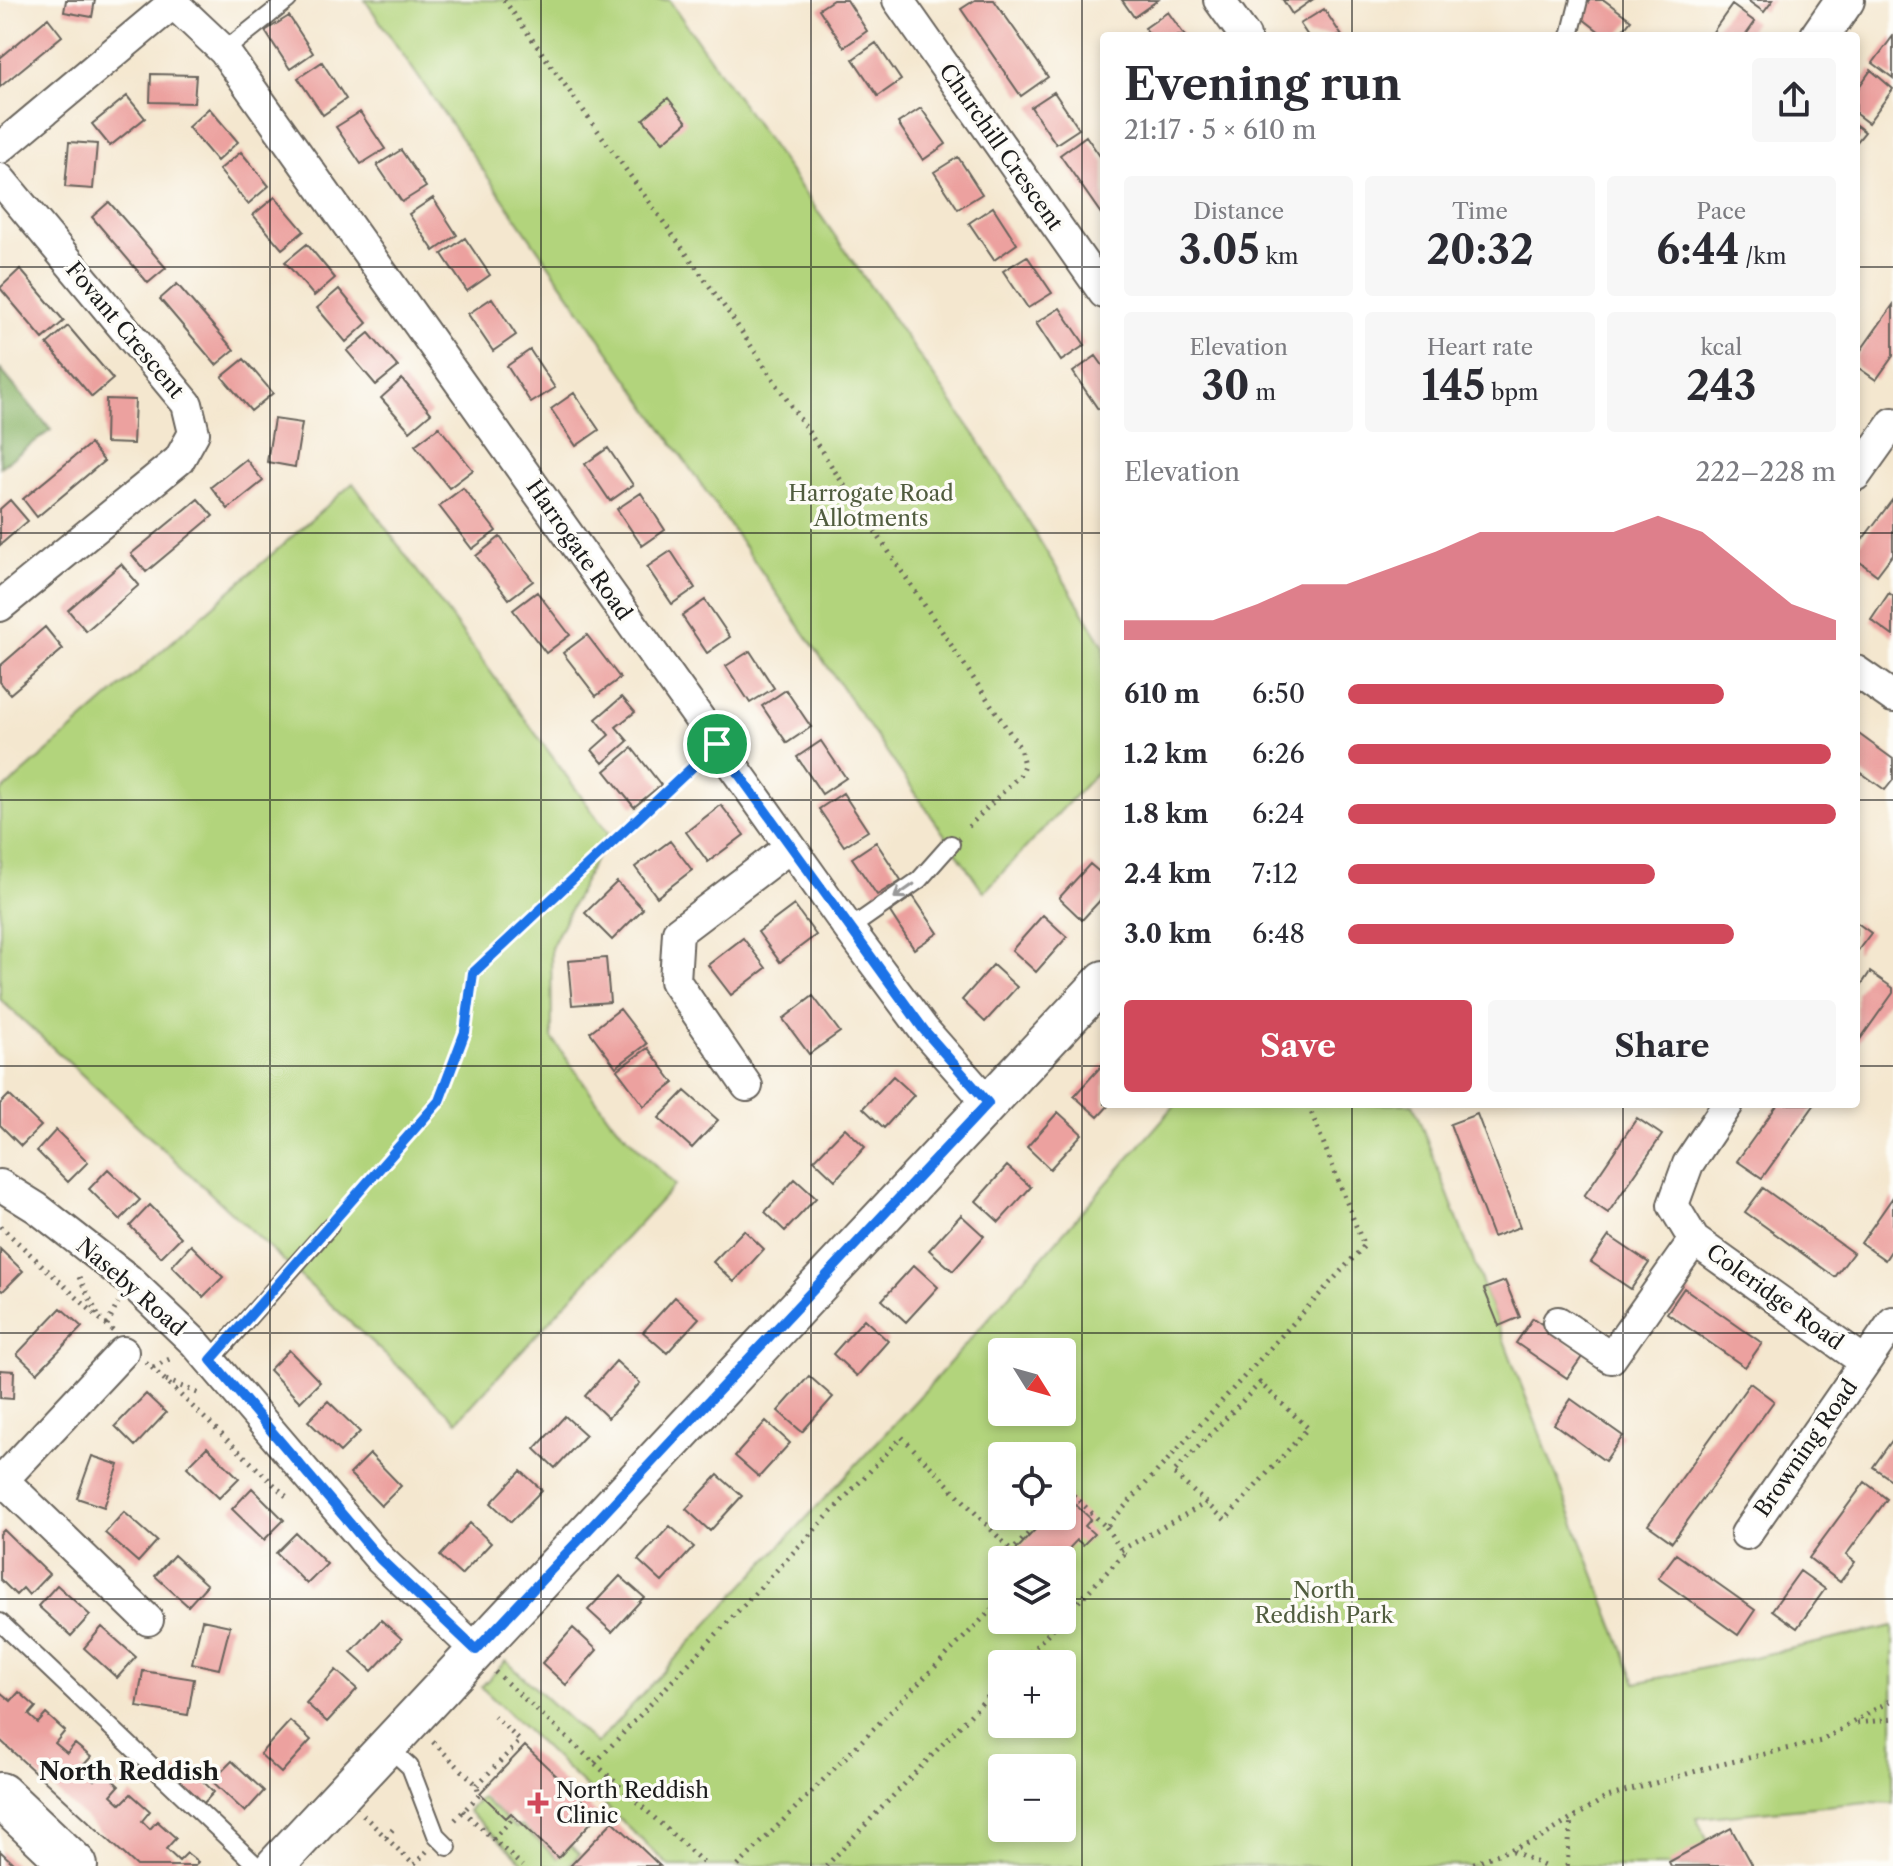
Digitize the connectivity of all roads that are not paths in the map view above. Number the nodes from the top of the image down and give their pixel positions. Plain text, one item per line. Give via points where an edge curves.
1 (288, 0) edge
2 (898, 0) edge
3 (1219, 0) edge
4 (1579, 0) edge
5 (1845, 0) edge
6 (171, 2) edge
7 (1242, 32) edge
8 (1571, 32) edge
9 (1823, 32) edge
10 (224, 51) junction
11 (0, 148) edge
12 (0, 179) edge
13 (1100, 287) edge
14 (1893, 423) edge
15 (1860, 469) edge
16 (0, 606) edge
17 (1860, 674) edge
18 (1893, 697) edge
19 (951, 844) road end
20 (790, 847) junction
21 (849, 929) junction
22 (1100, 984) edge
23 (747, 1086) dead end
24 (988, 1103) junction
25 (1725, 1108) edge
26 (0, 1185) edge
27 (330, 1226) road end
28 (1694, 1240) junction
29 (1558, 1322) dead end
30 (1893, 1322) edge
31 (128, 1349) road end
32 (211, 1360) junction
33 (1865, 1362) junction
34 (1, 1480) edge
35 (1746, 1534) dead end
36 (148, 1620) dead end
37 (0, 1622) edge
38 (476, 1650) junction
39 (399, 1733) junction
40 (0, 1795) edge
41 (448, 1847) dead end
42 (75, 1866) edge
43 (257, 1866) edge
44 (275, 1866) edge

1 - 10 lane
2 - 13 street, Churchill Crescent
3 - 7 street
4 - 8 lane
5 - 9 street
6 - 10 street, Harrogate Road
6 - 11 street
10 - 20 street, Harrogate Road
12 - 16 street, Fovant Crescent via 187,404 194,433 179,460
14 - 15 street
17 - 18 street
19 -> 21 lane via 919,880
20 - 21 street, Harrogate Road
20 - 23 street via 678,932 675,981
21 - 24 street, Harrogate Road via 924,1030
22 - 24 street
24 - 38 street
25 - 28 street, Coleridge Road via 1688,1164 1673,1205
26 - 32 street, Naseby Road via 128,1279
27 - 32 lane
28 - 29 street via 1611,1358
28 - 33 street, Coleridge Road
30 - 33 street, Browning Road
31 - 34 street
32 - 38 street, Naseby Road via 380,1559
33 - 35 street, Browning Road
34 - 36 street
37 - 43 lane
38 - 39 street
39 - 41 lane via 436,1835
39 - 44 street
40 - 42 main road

**WORK ITEM:**
Transcribe every record above exactly, leaving out the pictures.

**TASK OUTPUT:**
Digitize the connectivity of all roads that are not paths in the map view above. Number the nodes from the top of the image down and give their pixel positions. Plain text, one item per line. Give via points where an edge curves.
1 (288, 0) edge
2 (898, 0) edge
3 (1219, 0) edge
4 (1579, 0) edge
5 (1845, 0) edge
6 (171, 2) edge
7 (1242, 32) edge
8 (1571, 32) edge
9 (1823, 32) edge
10 (224, 51) junction
11 (0, 148) edge
12 (0, 179) edge
13 (1100, 287) edge
14 (1893, 423) edge
15 (1860, 469) edge
16 (0, 606) edge
17 (1860, 674) edge
18 (1893, 697) edge
19 (951, 844) road end
20 (790, 847) junction
21 (849, 929) junction
22 (1100, 984) edge
23 (747, 1086) dead end
24 (988, 1103) junction
25 (1725, 1108) edge
26 (0, 1185) edge
27 (330, 1226) road end
28 (1694, 1240) junction
29 (1558, 1322) dead end
30 (1893, 1322) edge
31 (128, 1349) road end
32 (211, 1360) junction
33 (1865, 1362) junction
34 (1, 1480) edge
35 (1746, 1534) dead end
36 (148, 1620) dead end
37 (0, 1622) edge
38 (476, 1650) junction
39 (399, 1733) junction
40 (0, 1795) edge
41 (448, 1847) dead end
42 (75, 1866) edge
43 (257, 1866) edge
44 (275, 1866) edge

1 - 10 lane
2 - 13 street, Churchill Crescent
3 - 7 street
4 - 8 lane
5 - 9 street
6 - 10 street, Harrogate Road
6 - 11 street
10 - 20 street, Harrogate Road
12 - 16 street, Fovant Crescent via 187,404 194,433 179,460
14 - 15 street
17 - 18 street
19 -> 21 lane via 919,880
20 - 21 street, Harrogate Road
20 - 23 street via 678,932 675,981
21 - 24 street, Harrogate Road via 924,1030
22 - 24 street
24 - 38 street
25 - 28 street, Coleridge Road via 1688,1164 1673,1205
26 - 32 street, Naseby Road via 128,1279
27 - 32 lane
28 - 29 street via 1611,1358
28 - 33 street, Coleridge Road
30 - 33 street, Browning Road
31 - 34 street
32 - 38 street, Naseby Road via 380,1559
33 - 35 street, Browning Road
34 - 36 street
37 - 43 lane
38 - 39 street
39 - 41 lane via 436,1835
39 - 44 street
40 - 42 main road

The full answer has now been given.